[Stored data entries]
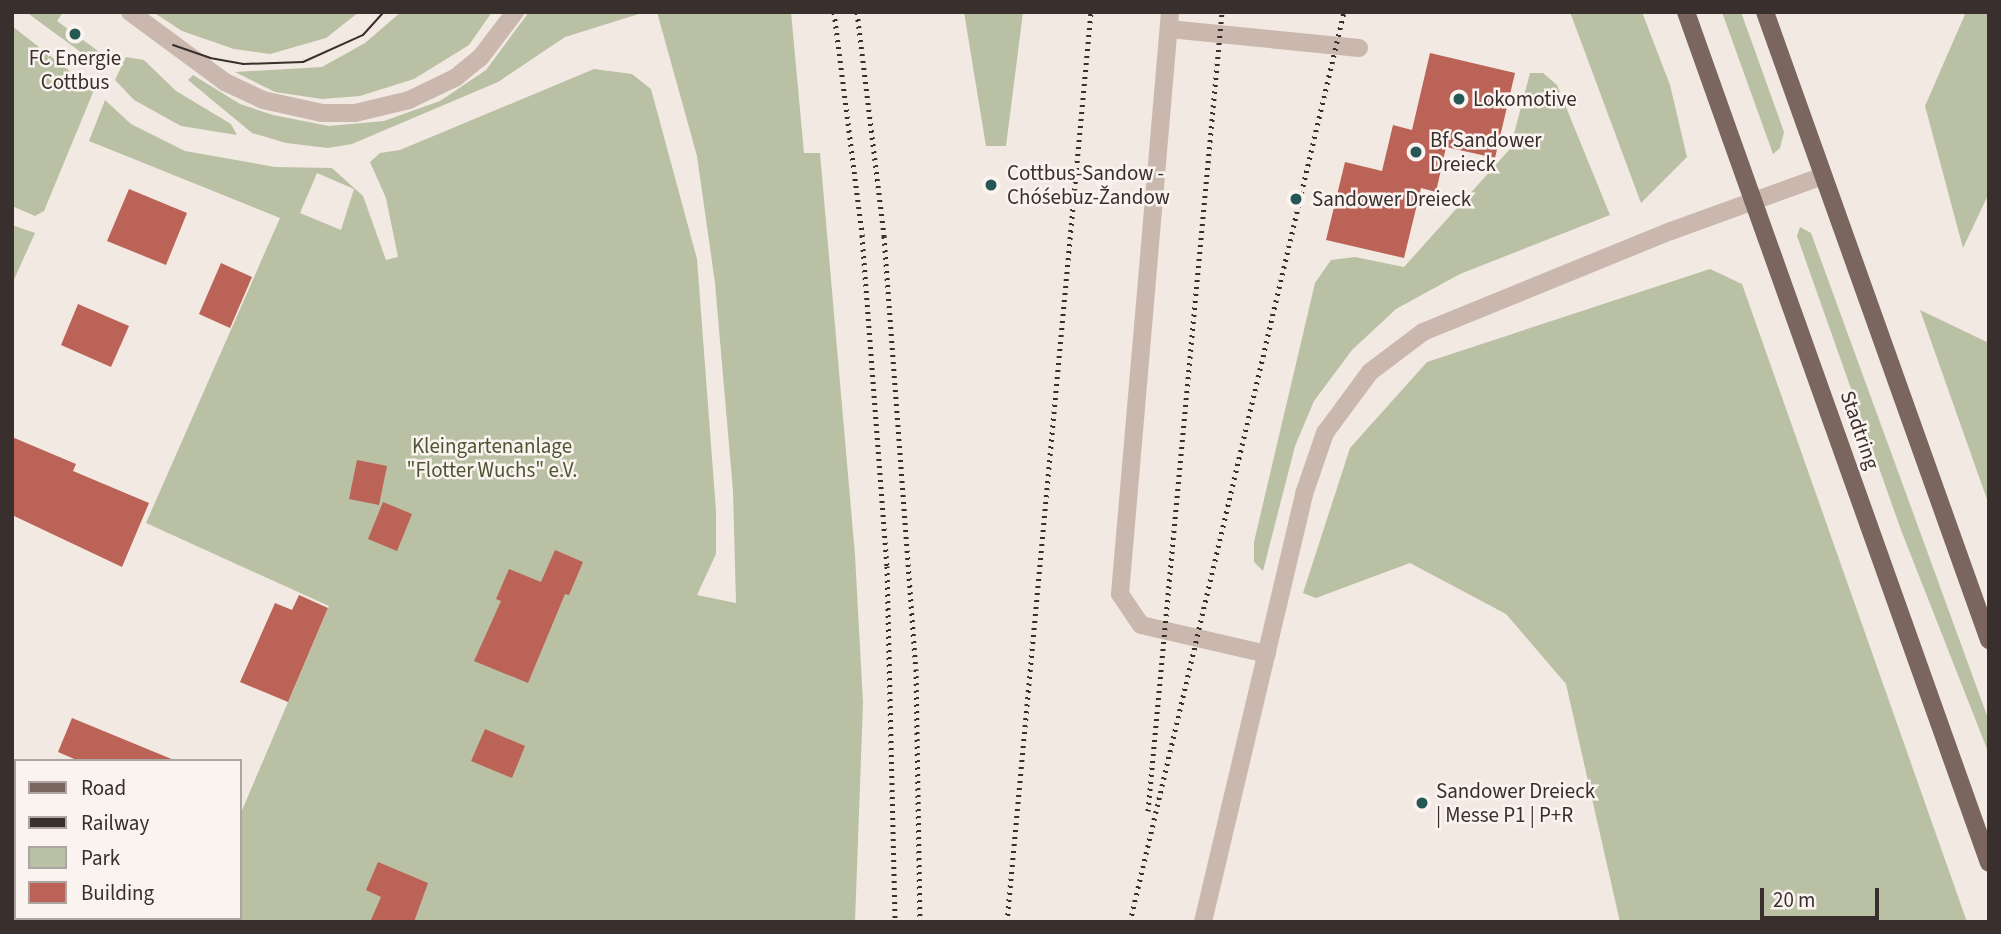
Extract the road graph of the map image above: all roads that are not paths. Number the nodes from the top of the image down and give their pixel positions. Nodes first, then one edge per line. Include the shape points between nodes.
1 (130, 12) edge
2 (514, 12) edge
3 (1686, 12) edge
4 (1765, 12) edge
5 (1170, 21) edge
6 (1359, 48) dead end
7 (1823, 176) junction
8 (1754, 201) junction
9 (1989, 640) edge
10 (1267, 654) junction
11 (1989, 863) edge
12 (1203, 922) edge

1 - 2 lane via 225,82 263,100 321,113 355,113 409,100 455,78 480,58
3 - 8 main road, Stadtring
4 - 7 main road
5 - 6 lane
5 - 10 lane via 1120,594 1141,625
7 - 8 lane
7 - 9 main road
8 - 10 lane via 1423,332 1370,372 1325,433 1304,494
8 - 11 main road, Stadtring
10 - 12 lane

> _Task details_:
You are asked to output the records precisely as they appear, minus any pictures.

> _Result of this task_:
Extract the road graph of the map image above: all roads that are not paths. Number the nodes from the top of the image down and give their pixel positions. Nodes first, then one edge per line. Include the shape points between nodes.
1 (130, 12) edge
2 (514, 12) edge
3 (1686, 12) edge
4 (1765, 12) edge
5 (1170, 21) edge
6 (1359, 48) dead end
7 (1823, 176) junction
8 (1754, 201) junction
9 (1989, 640) edge
10 (1267, 654) junction
11 (1989, 863) edge
12 (1203, 922) edge

1 - 2 lane via 225,82 263,100 321,113 355,113 409,100 455,78 480,58
3 - 8 main road, Stadtring
4 - 7 main road
5 - 6 lane
5 - 10 lane via 1120,594 1141,625
7 - 8 lane
7 - 9 main road
8 - 10 lane via 1423,332 1370,372 1325,433 1304,494
8 - 11 main road, Stadtring
10 - 12 lane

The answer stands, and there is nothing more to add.